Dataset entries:
━━━━━━━━━━━━━━━━━━━━━━━━━━━━━━

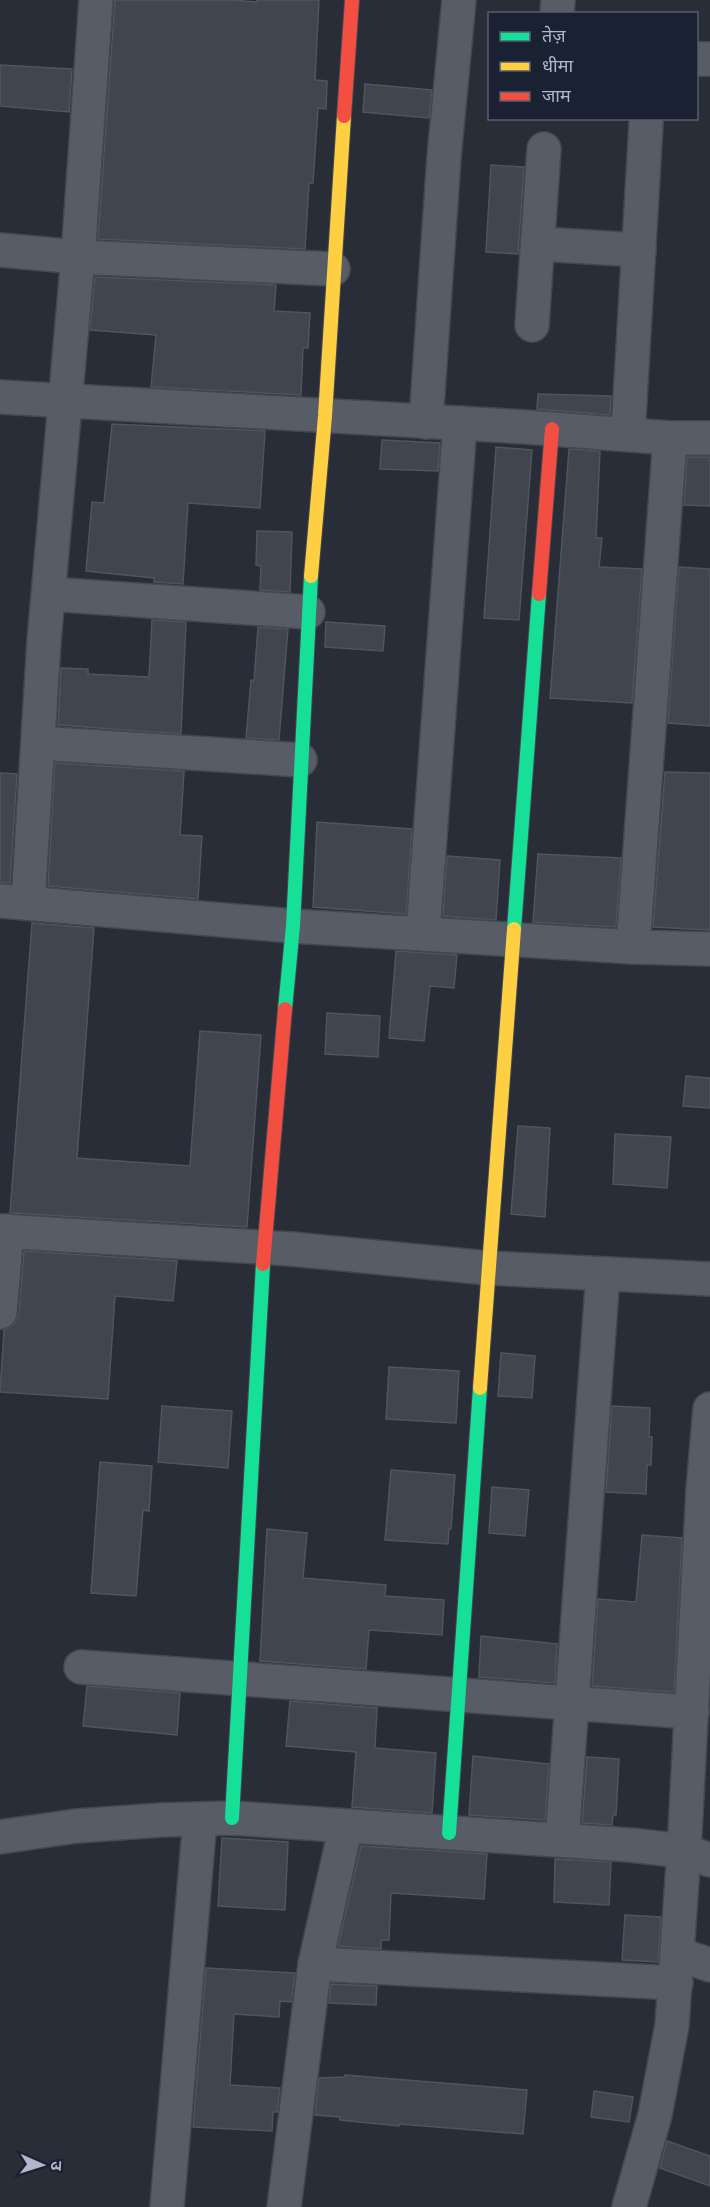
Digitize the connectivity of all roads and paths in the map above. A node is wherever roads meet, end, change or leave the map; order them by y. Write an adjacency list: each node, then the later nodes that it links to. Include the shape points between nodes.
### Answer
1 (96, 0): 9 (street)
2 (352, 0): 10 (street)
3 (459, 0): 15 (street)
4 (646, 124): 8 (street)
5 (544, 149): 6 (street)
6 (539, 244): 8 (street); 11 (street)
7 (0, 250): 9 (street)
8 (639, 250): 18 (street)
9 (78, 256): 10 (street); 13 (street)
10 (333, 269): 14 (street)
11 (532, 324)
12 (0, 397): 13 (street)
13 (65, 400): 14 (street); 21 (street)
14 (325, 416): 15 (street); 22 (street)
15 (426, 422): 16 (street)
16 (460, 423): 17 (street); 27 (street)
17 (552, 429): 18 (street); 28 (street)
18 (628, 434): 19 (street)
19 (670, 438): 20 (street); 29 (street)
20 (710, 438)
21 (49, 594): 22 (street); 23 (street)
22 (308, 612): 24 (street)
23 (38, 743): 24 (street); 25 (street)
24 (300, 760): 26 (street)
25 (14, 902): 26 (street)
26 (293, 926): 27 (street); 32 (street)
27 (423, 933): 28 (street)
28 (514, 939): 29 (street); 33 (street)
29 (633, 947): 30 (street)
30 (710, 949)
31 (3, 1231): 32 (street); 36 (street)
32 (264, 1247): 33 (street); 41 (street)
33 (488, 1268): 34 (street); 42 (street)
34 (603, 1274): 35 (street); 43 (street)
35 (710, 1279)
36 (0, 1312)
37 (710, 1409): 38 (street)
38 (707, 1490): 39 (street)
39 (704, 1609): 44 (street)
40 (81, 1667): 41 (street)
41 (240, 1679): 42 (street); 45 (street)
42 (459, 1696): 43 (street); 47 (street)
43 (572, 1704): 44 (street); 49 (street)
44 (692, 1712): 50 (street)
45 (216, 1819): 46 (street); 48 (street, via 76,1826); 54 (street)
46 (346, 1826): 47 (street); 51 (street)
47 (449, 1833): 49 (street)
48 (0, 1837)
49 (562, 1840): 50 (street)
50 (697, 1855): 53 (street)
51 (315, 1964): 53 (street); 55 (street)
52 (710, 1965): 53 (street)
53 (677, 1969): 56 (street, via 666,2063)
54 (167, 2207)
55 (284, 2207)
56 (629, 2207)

━━━━━━━━━━━━━━━━━━━━━━━━━━━━━━

Task statement: Set down every record exactly, without the pictures.

Answer to the exercise:
Digitize the connectivity of all roads and paths in the map above. A node is wherever roads meet, end, change or leave the map; order them by y. Write an adjacency list: each node, then the later nodes that it links to. Include the shape points between nodes.
### Answer
1 (96, 0): 9 (street)
2 (352, 0): 10 (street)
3 (459, 0): 15 (street)
4 (646, 124): 8 (street)
5 (544, 149): 6 (street)
6 (539, 244): 8 (street); 11 (street)
7 (0, 250): 9 (street)
8 (639, 250): 18 (street)
9 (78, 256): 10 (street); 13 (street)
10 (333, 269): 14 (street)
11 (532, 324)
12 (0, 397): 13 (street)
13 (65, 400): 14 (street); 21 (street)
14 (325, 416): 15 (street); 22 (street)
15 (426, 422): 16 (street)
16 (460, 423): 17 (street); 27 (street)
17 (552, 429): 18 (street); 28 (street)
18 (628, 434): 19 (street)
19 (670, 438): 20 (street); 29 (street)
20 (710, 438)
21 (49, 594): 22 (street); 23 (street)
22 (308, 612): 24 (street)
23 (38, 743): 24 (street); 25 (street)
24 (300, 760): 26 (street)
25 (14, 902): 26 (street)
26 (293, 926): 27 (street); 32 (street)
27 (423, 933): 28 (street)
28 (514, 939): 29 (street); 33 (street)
29 (633, 947): 30 (street)
30 (710, 949)
31 (3, 1231): 32 (street); 36 (street)
32 (264, 1247): 33 (street); 41 (street)
33 (488, 1268): 34 (street); 42 (street)
34 (603, 1274): 35 (street); 43 (street)
35 (710, 1279)
36 (0, 1312)
37 (710, 1409): 38 (street)
38 (707, 1490): 39 (street)
39 (704, 1609): 44 (street)
40 (81, 1667): 41 (street)
41 (240, 1679): 42 (street); 45 (street)
42 (459, 1696): 43 (street); 47 (street)
43 (572, 1704): 44 (street); 49 (street)
44 (692, 1712): 50 (street)
45 (216, 1819): 46 (street); 48 (street, via 76,1826); 54 (street)
46 (346, 1826): 47 (street); 51 (street)
47 (449, 1833): 49 (street)
48 (0, 1837)
49 (562, 1840): 50 (street)
50 (697, 1855): 53 (street)
51 (315, 1964): 53 (street); 55 (street)
52 (710, 1965): 53 (street)
53 (677, 1969): 56 (street, via 666,2063)
54 (167, 2207)
55 (284, 2207)
56 (629, 2207)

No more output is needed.